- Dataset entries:

┌──

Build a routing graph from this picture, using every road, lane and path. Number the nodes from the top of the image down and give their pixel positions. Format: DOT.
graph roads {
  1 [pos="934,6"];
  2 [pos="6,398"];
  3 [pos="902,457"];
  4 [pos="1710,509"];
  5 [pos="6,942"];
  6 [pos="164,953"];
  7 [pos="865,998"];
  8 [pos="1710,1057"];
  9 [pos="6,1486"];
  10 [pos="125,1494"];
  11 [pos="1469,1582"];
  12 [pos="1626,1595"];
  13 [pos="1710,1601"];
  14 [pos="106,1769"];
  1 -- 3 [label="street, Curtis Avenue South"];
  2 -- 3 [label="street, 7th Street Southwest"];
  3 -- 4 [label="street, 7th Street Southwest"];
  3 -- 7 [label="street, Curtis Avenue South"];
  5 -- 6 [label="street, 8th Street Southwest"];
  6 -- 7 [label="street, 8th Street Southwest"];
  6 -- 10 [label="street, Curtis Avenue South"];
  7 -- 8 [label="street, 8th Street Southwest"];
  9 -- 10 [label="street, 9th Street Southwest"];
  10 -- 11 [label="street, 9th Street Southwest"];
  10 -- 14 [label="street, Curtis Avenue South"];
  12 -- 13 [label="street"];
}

└──

- Exercise aim: Transcribe the records above in full, exactly as they stand.

- Output of the exercise:
Build a routing graph from this picture, using every road, lane and path. Number the nodes from the top of the image down and give their pixel positions. Format: DOT.
graph roads {
  1 [pos="934,6"];
  2 [pos="6,398"];
  3 [pos="902,457"];
  4 [pos="1710,509"];
  5 [pos="6,942"];
  6 [pos="164,953"];
  7 [pos="865,998"];
  8 [pos="1710,1057"];
  9 [pos="6,1486"];
  10 [pos="125,1494"];
  11 [pos="1469,1582"];
  12 [pos="1626,1595"];
  13 [pos="1710,1601"];
  14 [pos="106,1769"];
  1 -- 3 [label="street, Curtis Avenue South"];
  2 -- 3 [label="street, 7th Street Southwest"];
  3 -- 4 [label="street, 7th Street Southwest"];
  3 -- 7 [label="street, Curtis Avenue South"];
  5 -- 6 [label="street, 8th Street Southwest"];
  6 -- 7 [label="street, 8th Street Southwest"];
  6 -- 10 [label="street, Curtis Avenue South"];
  7 -- 8 [label="street, 8th Street Southwest"];
  9 -- 10 [label="street, 9th Street Southwest"];
  10 -- 11 [label="street, 9th Street Southwest"];
  10 -- 14 [label="street, Curtis Avenue South"];
  12 -- 13 [label="street"];
}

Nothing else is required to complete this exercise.